An open letter to BBC Director General Mark Thompson from MW editor Paul Williams

09:45 | Monday March 8, 2010

Music Week is appealing to you today on behalf of the UK music industry to reconsider your proposals to axe 6 Music.

This industry fully understands the pressures, both financial and otherwise, the Corporation is facing in the months and years ahead, but to try to address these issues by closing one of your organisation’s most important and distinctive music radio stations would be a huge error.

The same BBC Strategy Review that confirmed the plans to close 6 and the BBC Asian Network singles out “inspiring knowledge, music and culture” as one of the five clear content priorities of the Beeb going forward. Nowhere more is the BBC fulfilling this priority than on 6, a station that every year provides a platform for many hundreds of artists that would not get a look in on the airwaves if this service did not exist.
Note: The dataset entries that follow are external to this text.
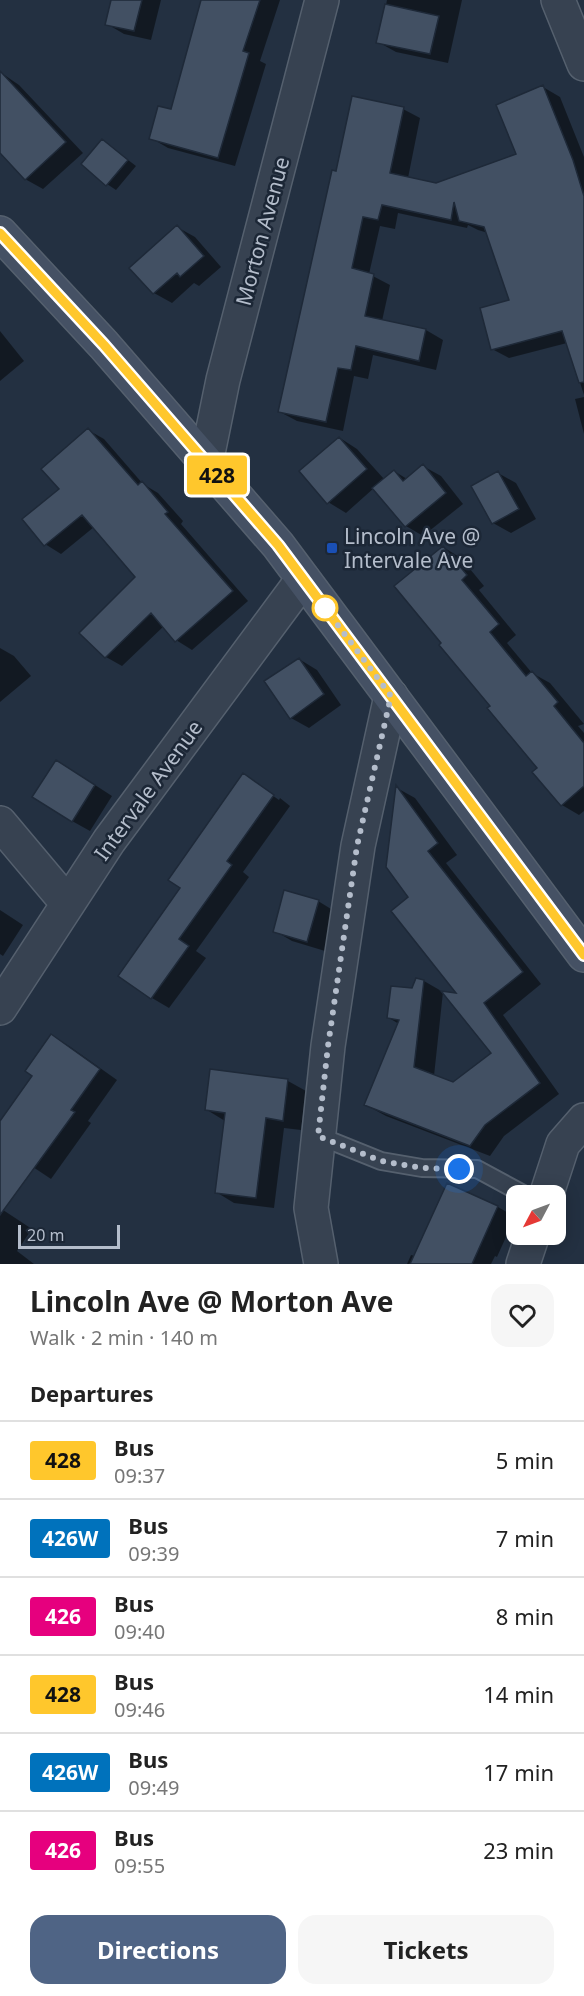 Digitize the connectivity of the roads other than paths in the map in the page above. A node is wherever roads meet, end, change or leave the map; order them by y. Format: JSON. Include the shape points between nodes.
{"nodes":[{"id":1,"x":322,"y":0,"type":"edge"},
{"id":2,"x":558,"y":0,"type":"edge"},
{"id":3,"x":584,"y":64,"type":"edge"},
{"id":4,"x":0,"y":233,"type":"edge"},
{"id":5,"x":206,"y":463,"type":"junction"},
{"id":6,"x":303,"y":579,"type":"junction"},
{"id":7,"x":391,"y":696,"type":"junction"},
{"id":8,"x":0,"y":823,"type":"edge"},
{"id":9,"x":68,"y":904,"type":"junction"},
{"id":10,"x":584,"y":955,"type":"edge"},
{"id":11,"x":0,"y":1008,"type":"edge"},
{"id":12,"x":584,"y":1120,"type":"edge"},
{"id":13,"x":318,"y":1136,"type":"junction"},
{"id":14,"x":507,"y":1185,"type":"edge"},
{"id":15,"x":550,"y":1185,"type":"edge"},
{"id":16,"x":529,"y":1245,"type":"edge"},
{"id":17,"x":321,"y":1264,"type":"edge"},
{"id":18,"x":523,"y":1264,"type":"edge"}],
"edges":[{"from":1,"to":5,"type":"street","name":"Morton Avenue","via":[[223,380]]},
{"from":2,"to":3,"type":"street"},
{"from":4,"to":5,"type":"main road"},
{"from":5,"to":6,"type":"main road"},
{"from":6,"to":7,"type":"main road"},
{"from":6,"to":9,"type":"street","name":"Intervale Avenue","via":[[109,841]]},
{"from":7,"to":10,"type":"main road"},
{"from":7,"to":13,"type":"street","via":[[357,846]]},
{"from":8,"to":9,"type":"street"},
{"from":9,"to":11,"type":"street","name":"Intervale Avenue"},
{"from":12,"to":15,"type":"street","via":[[563,1144]]},
{"from":13,"to":14,"type":"lane","via":[[381,1161],[422,1168],[477,1169]]},
{"from":13,"to":17,"type":"street","via":[[311,1208]]},
{"from":16,"to":18,"type":"street"}]} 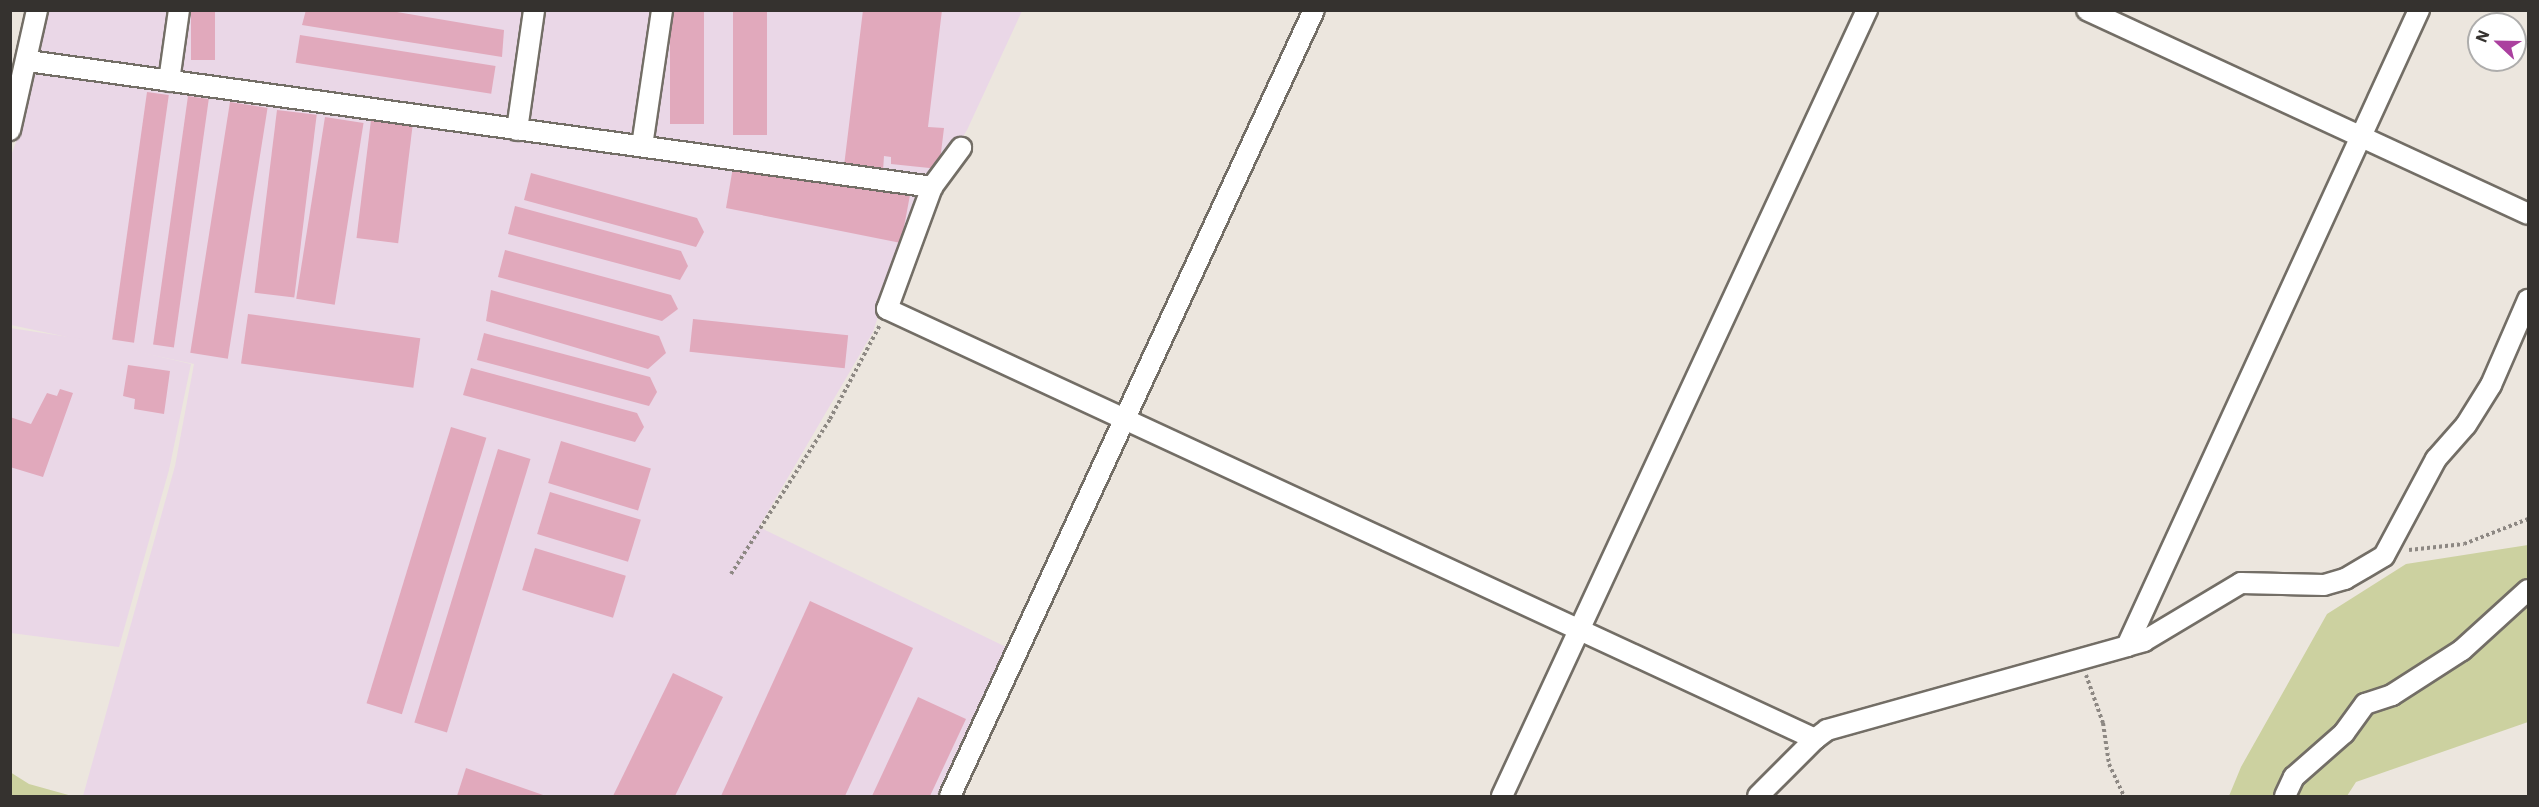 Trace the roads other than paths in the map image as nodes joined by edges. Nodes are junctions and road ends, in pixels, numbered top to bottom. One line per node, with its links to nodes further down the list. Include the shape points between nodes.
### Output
1 (37, 10): 9 (street)
2 (179, 10): 10 (street)
3 (534, 10): 12 (street)
4 (662, 10): 14 (street)
5 (1314, 10): 19 (street)
6 (1867, 10): 21 (street)
7 (2087, 10): 13 (street)
8 (2420, 10): 13 (street)
9 (28, 61): 10 (street); 11 (street)
10 (169, 81): 12 (street)
11 (10, 130)
12 (517, 130): 14 (street)
13 (2361, 138): 17 (street); 22 (street)
14 (642, 146): 16 (street)
15 (961, 148): 16 (street)
16 (932, 187): 19 (street, via 887,309)
17 (2529, 214)
18 (2529, 300): 22 (street, via 2491,385 2466,424 2436,459 2388,550 2345,579 2324,585 2241,583 2144,641)
19 (1124, 419): 21 (street); 24 (street)
20 (2529, 590): 27 (street, via 2462,650 2392,695 2365,704 2344,733 2294,777)
21 (1580, 628): 23 (street); 25 (street)
22 (2127, 646): 23 (street, via 1827,730)
23 (1815, 739): 26 (street)
24 (950, 796)
25 (1502, 796)
26 (1758, 796)
27 (2285, 796)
That is surely fulfilling the BBC’s public service remit so to axe 6 now would only weaken the BBC’s ability to properly deliver this content priority in the future.

We are also deeply concerned about some of the conclusions that have been reached as to why 6 should be sacrificed in this drive to deliver what BBC Trust chairman Michael Lyons describes as a “more disciplined and sharply focused BBC”. The report, for example, points out that the average age of a 6 listener is 37, which it says means that the station is “competing head on for a commercially-valuable audience”. But that only makes sense if you assume that what every 37-year-old wants to listen to can be reasonably delivered by the commercial sector. If that were the case then commercial radio would already have its own version of 6, but it does not.
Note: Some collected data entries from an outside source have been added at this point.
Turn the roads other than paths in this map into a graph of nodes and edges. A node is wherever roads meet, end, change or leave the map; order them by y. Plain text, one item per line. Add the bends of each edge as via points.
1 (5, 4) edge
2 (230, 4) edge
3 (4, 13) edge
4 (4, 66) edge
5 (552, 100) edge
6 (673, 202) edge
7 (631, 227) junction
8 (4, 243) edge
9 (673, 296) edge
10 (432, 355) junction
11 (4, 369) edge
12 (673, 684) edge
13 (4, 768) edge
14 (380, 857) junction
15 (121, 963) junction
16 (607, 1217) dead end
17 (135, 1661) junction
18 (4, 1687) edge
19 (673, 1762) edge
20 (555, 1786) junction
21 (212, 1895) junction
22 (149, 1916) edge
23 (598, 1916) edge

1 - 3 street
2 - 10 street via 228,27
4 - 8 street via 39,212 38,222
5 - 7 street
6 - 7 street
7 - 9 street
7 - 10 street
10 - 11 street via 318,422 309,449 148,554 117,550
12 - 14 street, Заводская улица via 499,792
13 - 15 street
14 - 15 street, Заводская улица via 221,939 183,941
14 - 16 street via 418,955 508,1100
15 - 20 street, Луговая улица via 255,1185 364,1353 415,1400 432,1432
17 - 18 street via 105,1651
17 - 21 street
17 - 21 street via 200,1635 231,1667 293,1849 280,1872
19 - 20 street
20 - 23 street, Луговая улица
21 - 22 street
Although we would agree the commercial sector is not in the fortunate position to finance a station like 6 in the way the BBC can do presently, it is also true the musical make-up of 6, in championing a range of acts that at least initially do not have mass-market appeal, does not make such a station commercially attractive to launch. But that is why we have public service broadcasting and why only the BBC can make a station like 6 properly work.

The report further talks about the BBC “limiting activity” by recognising the role commercial radio plays in delivering popular music to a 30 to 50-year-old audience. For many millions of people commercial stations do this very well, but the reasons many millions more of the population turn to the BBC’s popular music services is that the commercial sector is not able or willing to deliver what they want. 6 is a prime example of music fans having to look beyond the commercial services to fulfil their music radio listening needs, but then so are Radios 1, 2 and 1Xtra.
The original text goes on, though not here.